Fil d'Ariane
"Ce fut une semaine chargée", a lancé jeudi 28 janvier Joe Biden depuis le Bureau ovale. Le nouveau président des Etats-Unis faisait ainsi référence à la cascade de décrets signés depuis son arrivée à la Maison Blanche le 20 janvier, visant à détricoter méthodiquement le bilan de Donald Trump, du climat à l'avortement.
L'avancée la plus spectaculaire de ses dix premiers jours a été de rappeler aux Américains que la Maison Blanche n'était pas nécessairement synonyme de drames quotidiens.
Pas de tweets colériques. Pas d'attaques contre les journalistes "ennemis du peuple".
Des points de presse quotidiens, rigoureux - voire ennuyeux - menés par des spécialistes, sur le Covid ou l'économie.
Un président qui multiplie les appels à l'unité et qui apparaît régulièrement en public (mais jamais pour très longtemps et de façon soigneusement orchestrée).
Un secrétaire d'Etat, Antony Blinken, qui tente de rassurer les diplomates du monde entier en leur promettant que l'Amérique qu'ils croyaient disparue est de retour.
Au total, le changement de style est spectaculaire. Mais quels enseignements tirer de cette entrée en matière ?
Tout se résume pour l'heure à un virus.
Le Covid-19 est en passe de faire un demi-million de victimes aux Etats-Unis. L'économie américaine a connu en 2020 sa pire année depuis 1946, avec une contraction du PIB de 3,5% par rapport à 2019.
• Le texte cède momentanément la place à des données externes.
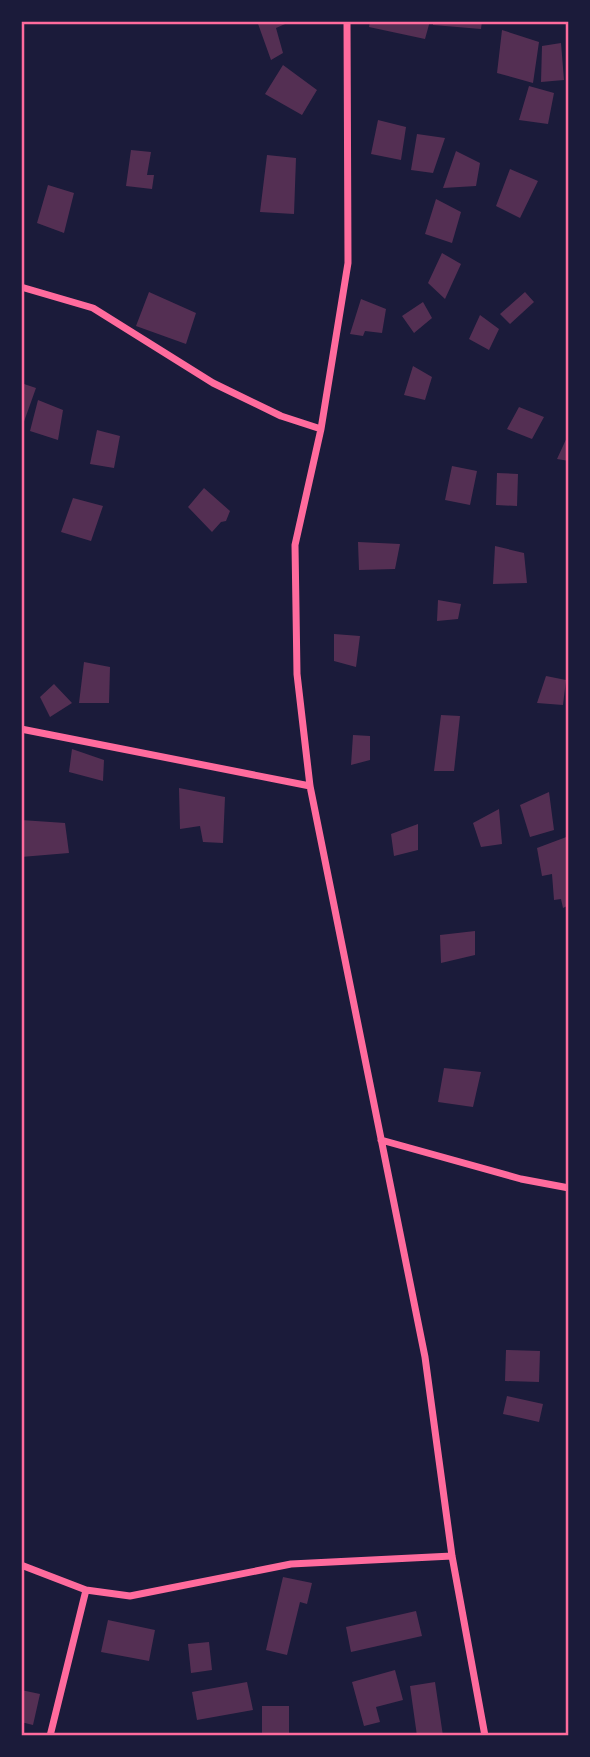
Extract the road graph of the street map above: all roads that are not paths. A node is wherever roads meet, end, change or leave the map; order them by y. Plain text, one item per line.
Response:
1 (346, 21) edge
2 (21, 287) edge
3 (321, 429) junction
4 (21, 729) edge
5 (310, 786) junction
6 (381, 1140) junction
7 (569, 1188) edge
8 (452, 1556) junction
9 (21, 1565) edge
10 (86, 1590) junction
11 (50, 1736) edge
12 (485, 1736) edge

1 - 3 street
2 - 3 street
3 - 5 street
4 - 5 street
5 - 6 street
6 - 7 street
6 - 8 street
8 - 10 street
8 - 12 street
9 - 10 street
10 - 11 street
La présidence Biden dépendra largement des mois à venir.
Si la campagne de vaccination s'accélère et que l'économie reprend rapidement des couleurs, Biden pourrait transformer le désastre en triomphe. Une sortie lente et incertaine de la pandémie pourrait, à l'inverse, être une tache sur son mandat.
"Le succès de tout le reste dépend de cela", souligne Mark Carl Rom, qui enseigne les sciences politiques à l'université de Georgetown.
Le président démocrate, qui a prédit une accélération très significative du rythme de vaccination d'ici l'été, sera rapidement soumis à un test très simple, estime-t-il: "Est-ce que les gens pourront aller à la plage sans la crainte de tomber malade?"
Elu sur une promesse de rassemblement après un mandat Trump qui a scindé l'Amérique en deux, Joe Biden martèle le mot "unité" en toutes occasions.
Et depuis son installation au 1600 Pennsylvania Avenue, il évite les affrontements directs avec les républicains sur la question sensible de l'impeachment de son prédécesseur par exemple.
Mais l'Amérique reste profondément divisée et déjà des voix s'élèvent pour rappeler que les incantations ne suffiront pas. Et soulignent que Joe Biden n'a nommé aucune personnalité républicaine de premier plan dans son gouvernement.
La série de décrets, qui permettent au président de trancher d'un trait de plume sans passer par la case du Congrès, ont aussi alimenté les critiques, relayées par un éditorial cinglant du New York Times.
Le premier test grandeur nature sera le plan d'urgence de 1.900 milliards de dollars pour aider la première puissance mondiale à faire face aux ravages du Covid.
L'objectif affiché de Joe Biden est de faire passer le texte avec des voix républicaines et démocrates. Mais les blocages sont réels, et il pourrait devoir se contenter in fine d'un passage au forceps avec les seuls votes de son camp.
La Maison Blanche martèle inlassablement qu'elle croit à un accord et que Joe Biden, qui a passé plus de 35 ans au Sénat, est le mieux placé pour cet exercice délicat.
Pour l'heure, au tout début de son mandat et quelques semaines seulement après le choc des violences meurtrières du Capitole, Joe Biden a le vent dans le dos.
Selon un sondage Monmouth University rendu public cette semaine, sa cote de popularité est de 54%. Au moment de son départ, celle de Donald Trump s'élevait, selon Gallup, à 34%.